兄の迪宮(みちのみや)は二歳半、いくぶんお父さん似で、色もお父さんのように浅黒く、丈夫な坊やである。

弟の淳宮(あつのみや)は一歳半、色白でほおが赤く、すこぶる美しい顔立ちの、とても可愛らしい子で、しかも歳の割には非常に利発だ」

× × ×

一方、公私の別に厳しい明治天皇が川村の家を訪れることはなかった。

すると川村はある時、両親王を連れて沼津駅へ行った。

明治天皇のお召し列車が通るからである。

明治35年11月19日《午前、(裕仁親王は)雍仁親王と共に沼津停車場にお成りになり、熊本県下における陸軍特別大演習の御統監より還幸(かんこう)途次の天皇に車中において御拝顔になる》(同37頁)
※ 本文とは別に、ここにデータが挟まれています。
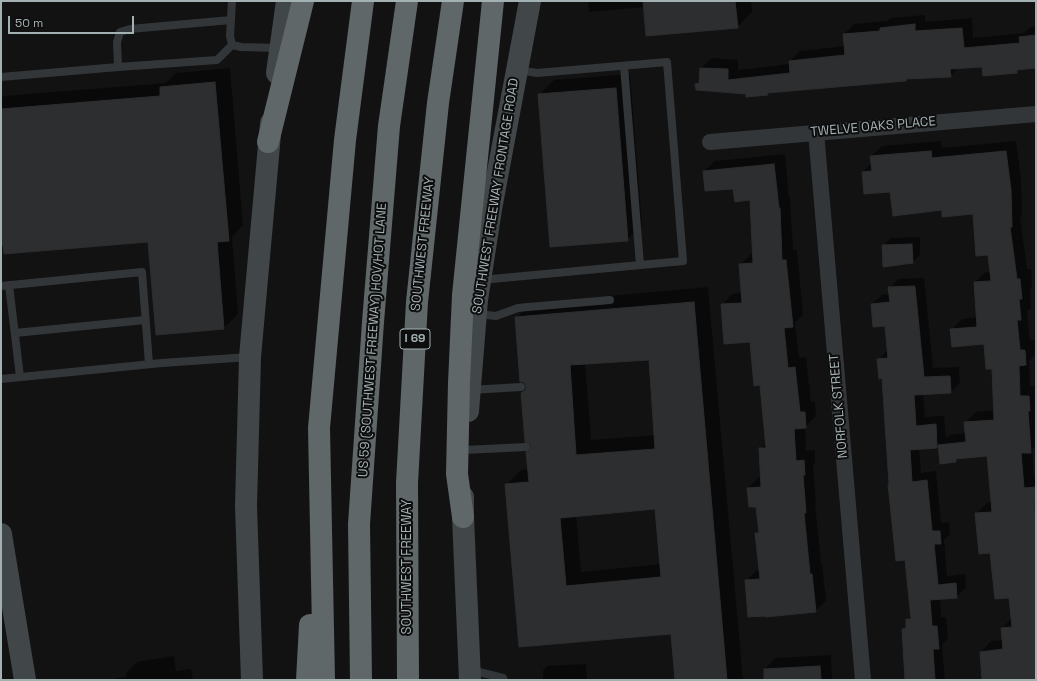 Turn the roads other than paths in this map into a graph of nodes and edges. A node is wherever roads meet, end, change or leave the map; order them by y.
1 (232, 1) edge
2 (287, 1) edge
3 (303, 1) edge
4 (363, 1) edge
5 (407, 1) edge
6 (453, 1) edge
7 (493, 1) edge
8 (530, 1) edge
9 (231, 20) junction
10 (232, 45) junction
11 (280, 48) junction
12 (624, 66) junction
13 (118, 68) junction
14 (517, 70) junction
15 (1, 77) edge
16 (1036, 114) edge
17 (816, 132) junction
18 (268, 142) junction
19 (710, 142) dead end
20 (640, 265) junction
21 (480, 280) junction
22 (5, 286) edge
23 (610, 300) dead end
24 (476, 314) junction
25 (145, 320) junction
26 (15, 333) junction
27 (250, 357) junction
28 (149, 364) junction
29 (20, 377) junction
30 (1, 379) edge
31 (521, 387) dead end
32 (469, 390) junction
33 (319, 428) junction
34 (526, 447) dead end
35 (464, 450) junction
36 (463, 517) junction
37 (1, 534) edge
38 (470, 675) edge
39 (25, 680) edge
40 (252, 680) edge
41 (307, 680) edge
42 (324, 680) edge
43 (361, 680) edge
44 (408, 680) edge
45 (504, 680) edge
46 (863, 680) edge

1 - 9 lane
2 - 11 main road
3 - 18 highway
4 - 33 highway
5 - 43 highway, US 59 (SOUTHWEST FREEWAY) HOV/HOT LANE
6 - 44 highway, SOUTHWEST FREEWAY / I 69
7 - 36 highway
8 - 14 main road, SOUTHWEST FREEWAY FRONTAGE ROAD
9 - 10 lane
9 - 13 lane
10 - 11 lane
10 - 13 lane
11 - 18 main road
12 - 14 lane
12 - 20 lane
12 - 20 lane
13 - 15 lane
14 - 21 main road, SOUTHWEST FREEWAY FRONTAGE ROAD
16 - 17 street, TWELVE OAKS PLACE
17 - 19 street, TWELVE OAKS PLACE
17 - 46 street, NORFOLK STREET
18 - 27 main road
20 - 21 lane
21 - 24 main road, SOUTHWEST FREEWAY FRONTAGE ROAD
22 - 25 lane
22 - 26 lane
23 - 24 lane
24 - 32 main road, SOUTHWEST FREEWAY FRONTAGE ROAD
25 - 26 lane
25 - 28 lane
26 - 29 lane
27 - 28 lane
27 - 40 main road
28 - 29 lane
29 - 30 lane
31 - 32 lane
32 - 35 main road, SOUTHWEST FREEWAY FRONTAGE ROAD
33 - 41 highway
33 - 42 highway
34 - 35 lane
35 - 36 main road, SOUTHWEST FREEWAY FRONTAGE ROAD
36 - 38 main road, SOUTHWEST FREEWAY FRONTAGE ROAD
37 - 39 main road
38 - 45 lane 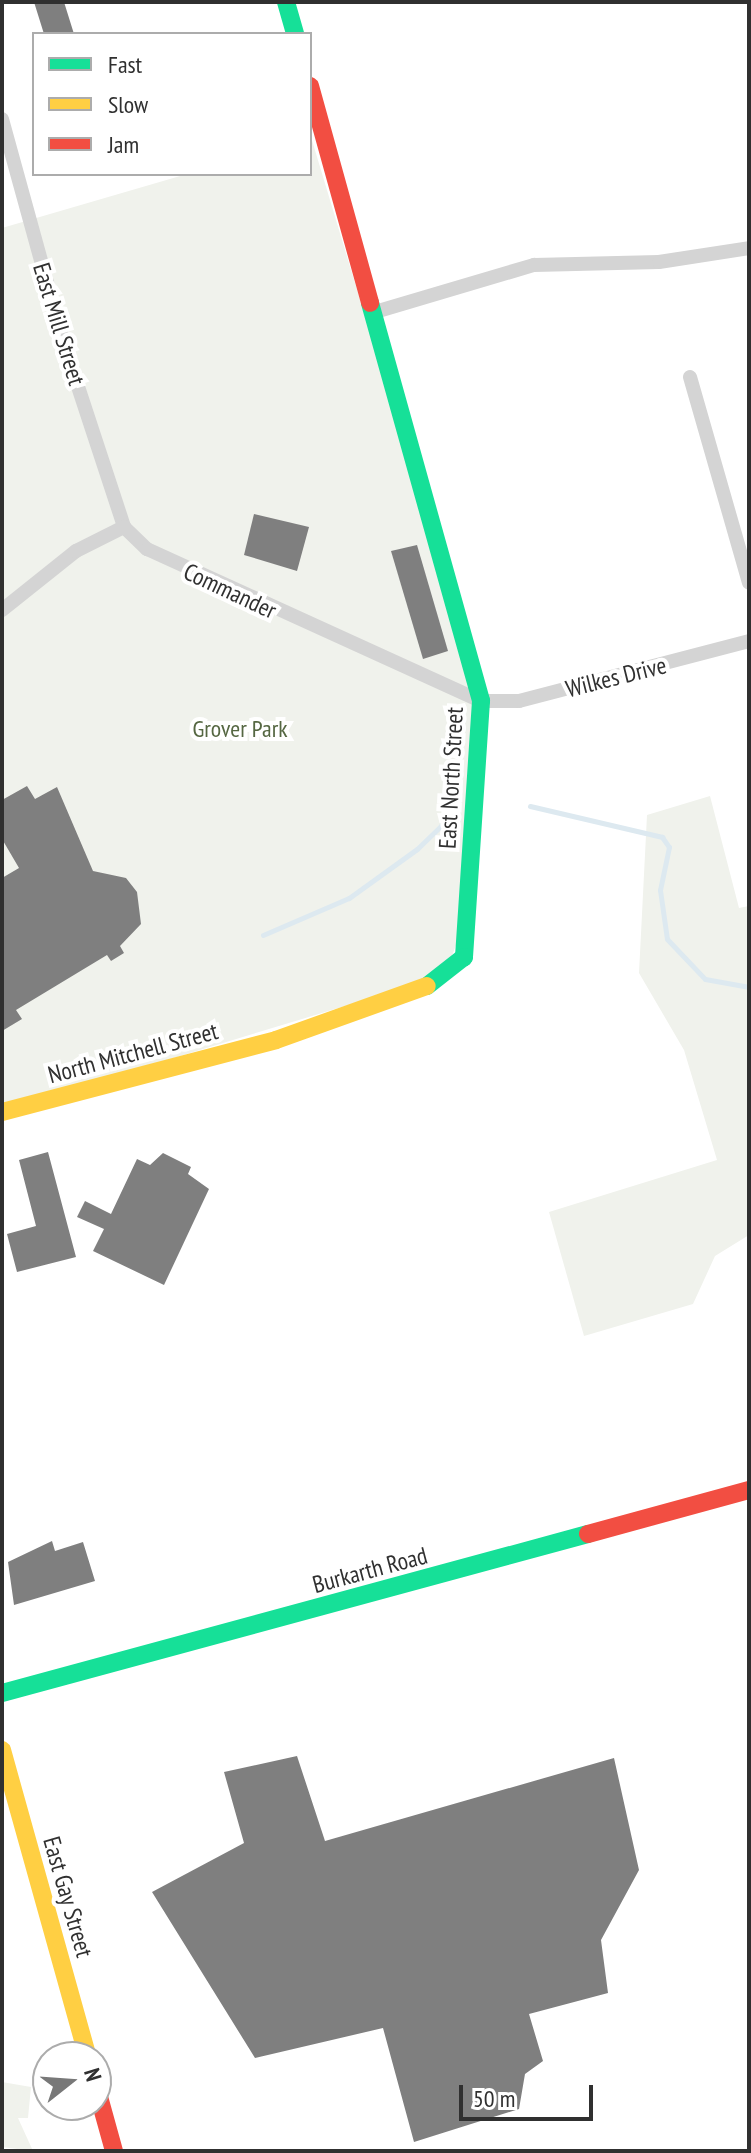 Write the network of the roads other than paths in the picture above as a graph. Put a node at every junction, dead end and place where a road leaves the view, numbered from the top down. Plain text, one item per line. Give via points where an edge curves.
1 (286, 2) edge
2 (294, 32) edge
3 (312, 93) edge
4 (2, 119) edge
5 (749, 248) edge
6 (375, 312) junction
7 (690, 377) dead end
8 (124, 527) junction
9 (749, 583) edge
10 (2, 610) edge
11 (749, 641) edge
12 (481, 701) junction
13 (276, 1040) joint
14 (2, 1112) edge
15 (749, 1490) edge
16 (2, 1693) edge
17 (2, 1750) edge
18 (84, 2041) edge
19 (106, 2121) edge
20 (114, 2151) edge

1 - 2 street
3 - 6 street, East North Street
4 - 8 street, East Mill Street
5 - 6 street via 659,262 534,265
6 - 12 street, East North Street
7 - 9 street
8 - 10 street via 76,551
8 - 12 street, Commander via 172,564
11 - 12 street, Wilkes Drive via 519,701
12 - 13 street, East North Street via 464,957 419,992
13 - 14 street, North Mitchell Street
15 - 16 street, Burkarth Road
17 - 18 street, East Gay Street
19 - 20 street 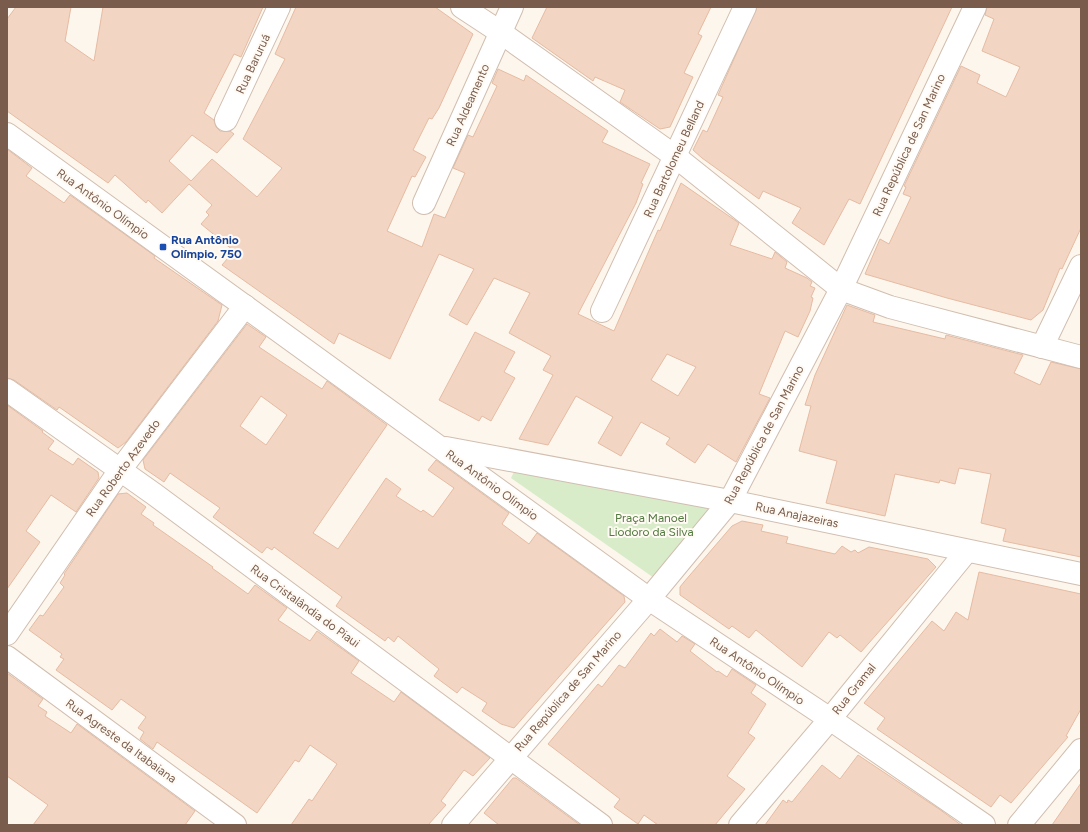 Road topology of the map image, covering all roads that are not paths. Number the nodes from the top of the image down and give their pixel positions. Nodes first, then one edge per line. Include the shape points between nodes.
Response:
1 (279, 7) edge
2 (462, 7) edge
3 (512, 7) edge
4 (745, 7) edge
5 (975, 7) edge
6 (500, 32) junction
7 (226, 120) dead end
8 (7, 134) edge
9 (676, 157) junction
10 (424, 202) dead end
11 (1081, 266) edge
12 (841, 289) junction
13 (245, 306) junction
14 (602, 311) dead end
15 (1042, 347) junction
16 (1081, 357) edge
17 (7, 390) edge
18 (441, 447) junction
19 (120, 470) junction
20 (730, 501) junction
21 (966, 552) junction
22 (1081, 574) edge
23 (649, 599) junction
24 (7, 634) edge
25 (7, 657) edge
26 (830, 719) junction
27 (1081, 750) edge
28 (510, 758) junction
29 (235, 825) edge
30 (452, 825) edge
31 (602, 825) edge
32 (740, 825) edge
33 (984, 825) edge
34 (1019, 825) edge

1 - 7 street, Rua Baruruá
2 - 6 street
3 - 6 street, Rua Aldeamento
4 - 9 street, Rua Bartolomeu Belland
5 - 12 street, Rua República de San Marino
6 - 9 street
6 - 10 street, Rua Aldeamento
8 - 13 street, Rua Antônio Olímpio
9 - 12 street
9 - 14 street, Rua Bartolomeu Belland
11 - 15 street
12 - 15 street via 890,307
12 - 20 street, Rua República de San Marino
13 - 18 street, Rua Antônio Olímpio
13 - 19 street, Rua Roberto Azevedo
15 - 16 street
17 - 19 street, Rua Cristalândia do Piaui
18 - 20 street, Rua Anajazeiras
18 - 23 street, Rua Antônio Olímpio
19 - 24 street, Rua Roberto Azevedo
19 - 28 street, Rua Cristalândia do Piaui
20 - 21 street, Rua Anajazeiras
20 - 23 street, Rua República de San Marino
21 - 22 street, Rua Anajazeiras
21 - 26 street, Rua Gramal
23 - 26 street, Rua Antônio Olímpio
23 - 28 street, Rua República de San Marino
25 - 29 street, Rua Agreste da Itabaiana
26 - 32 street, Rua Gramal
26 - 33 street, Rua Antônio Olímpio
27 - 34 street
28 - 30 street, Rua República de San Marino
28 - 31 street, Rua Cristalândia do Piaui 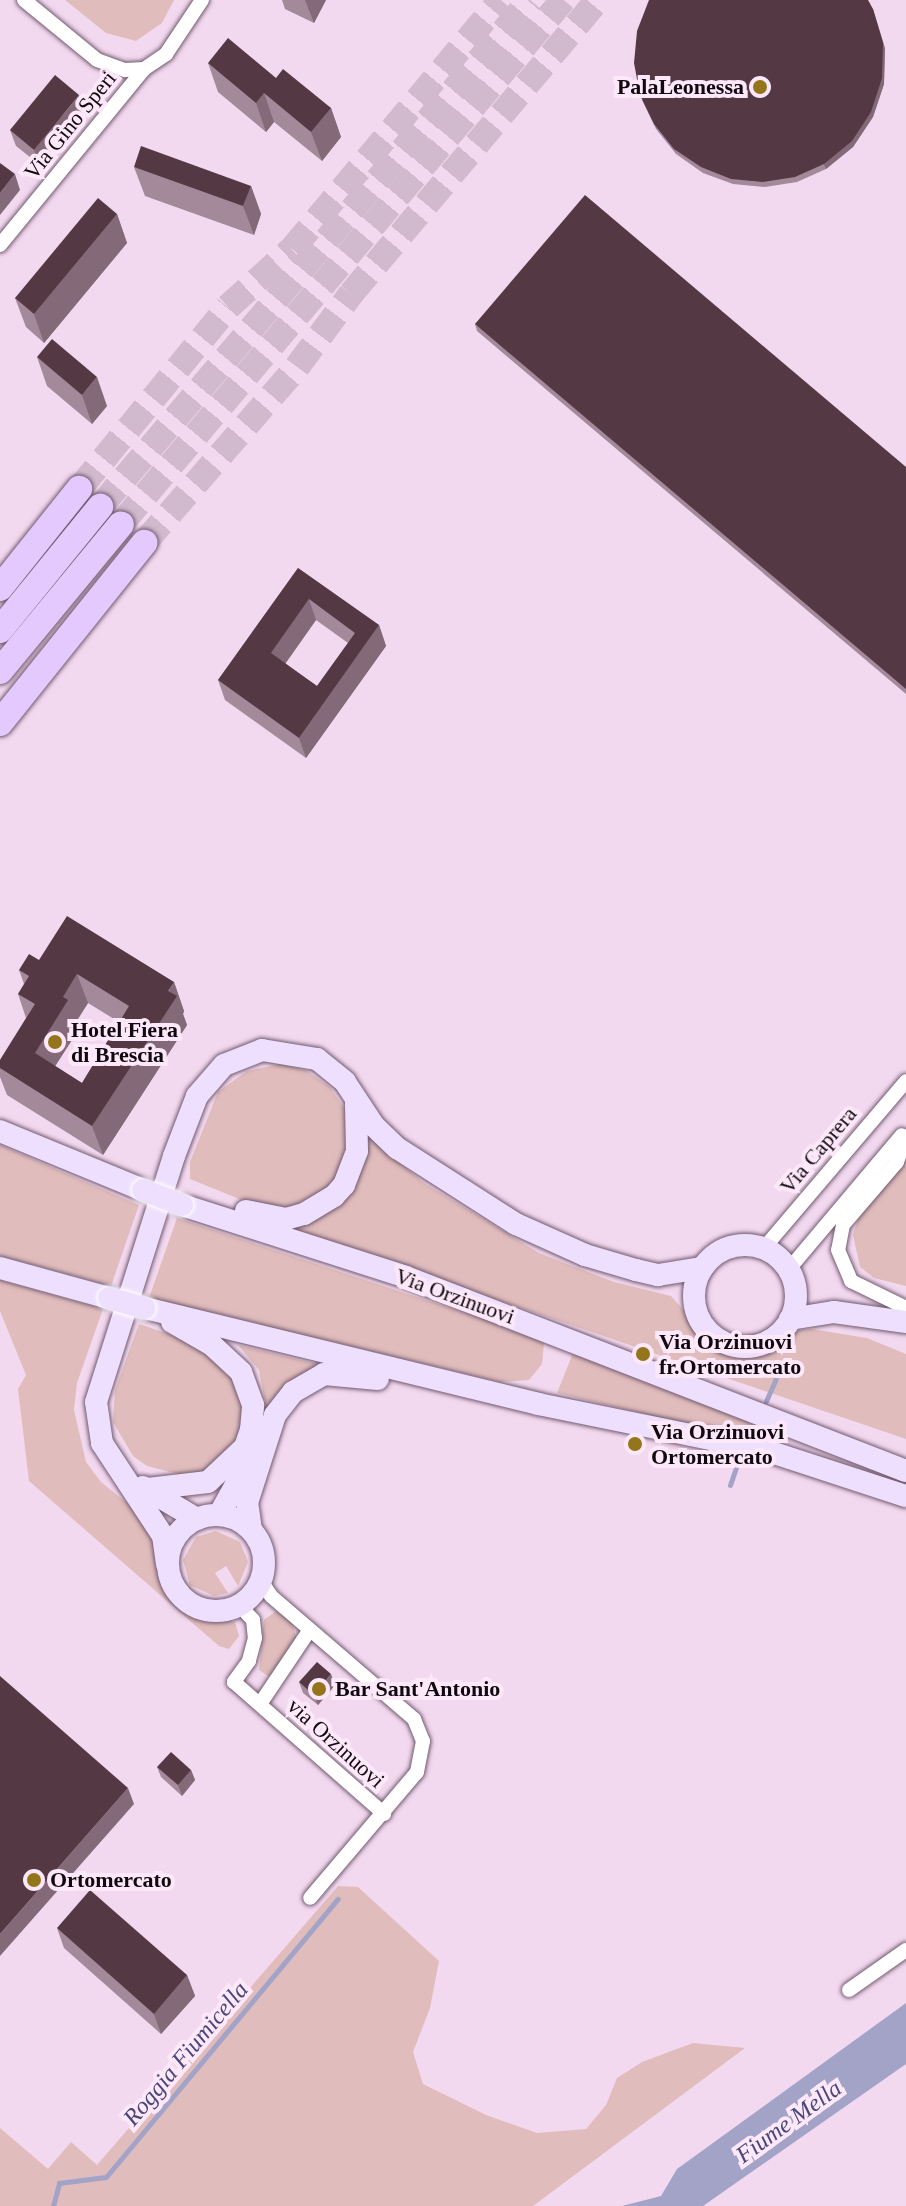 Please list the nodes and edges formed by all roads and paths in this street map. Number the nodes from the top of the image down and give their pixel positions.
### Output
1 (24, 0) edge
2 (202, 0) edge
3 (144, 69) junction
4 (0, 245) edge
5 (0, 588) edge
6 (0, 630) edge
7 (0, 671) edge
8 (0, 723) edge
9 (906, 1081) edge
10 (356, 1101) junction
11 (0, 1131) edge
12 (906, 1131) edge
13 (906, 1137) edge
14 (182, 1205) junction
15 (764, 1248) junction
16 (0, 1268) edge
17 (702, 1268) junction
18 (658, 1275) junction
19 (792, 1278) junction
20 (695, 1302) junction
21 (906, 1308) edge
22 (148, 1309) junction
23 (834, 1312) junction
24 (790, 1319) junction
25 (906, 1322) edge
26 (460, 1385) junction
27 (245, 1447) junction
28 (879, 1459) junction
29 (906, 1460) edge
30 (906, 1471) edge
31 (126, 1478) junction
32 (148, 1489) junction
33 (906, 1496) edge
34 (208, 1517) junction
35 (251, 1530) junction
36 (167, 1564) junction
37 (261, 1581) junction
38 (240, 1606) junction
39 (309, 1631) junction
40 (260, 1704) junction
41 (384, 1814) junction
42 (310, 1898) dead end
43 (906, 1950) edge
44 (849, 1990) dead end

1 - 3 street
2 - 3 street, Via Gino Speri
3 - 4 street, Via Gino Speri
5 - 6 highway
7 - 8 highway
9 - 15 street, Via Caprera
10 - 14 main road
10 - 18 main road
10 - 31 main road
11 - 14 main road, Via Orzinuovi, bridge
12 - 19 street
13 - 21 street
14 - 28 main road, Via Orzinuovi
15 - 17 main road
15 - 19 main road
16 - 22 main road, bridge
17 - 18 main road
17 - 20 main road
18 - 20 main road
19 - 23 main road
19 - 24 main road
20 - 24 main road
22 - 26 main road
22 - 27 main road
23 - 24 main road
23 - 25 main road
26 - 33 main road
26 - 35 main road
27 - 32 main road
27 - 34 main road
28 - 29 main road
28 - 30 main road, Via Orzinuovi
31 - 32 main road
31 - 36 main road
32 - 34 main road
34 - 35 main road
34 - 36 main road
35 - 37 main road
36 - 38 main road
37 - 38 main road
37 - 39 street, via Orzinuovi
38 - 40 street, via Orzinuovi
39 - 40 street, via Orzinuovi
39 - 41 street, via Orzinuovi
40 - 41 street, via Orzinuovi
41 - 42 street, via Orzinuovi
43 - 44 street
この時の様子を、両親王の保母となる足立孝が戦後に回想している。

「明治大帝が汽車で沼津をお通り遊ばすので、川村さんが皇孫さまについて停車場へおいでになったそうです。

すると明治大帝はもともとお言葉の少ない方ですので、ただ、にこにこされただけでお言葉も何もないものですから、川村さんがとても心配されたんです。

ところが、大帝はあとで女官に『きょうはうれしかったよ。皇孫を川村が駅まで連れて来てくれて、元気なところに会ってうれしかった』って仰せになりましたそうです」

明治天皇もまた、両親王がかわいくて仕方なかったのだ。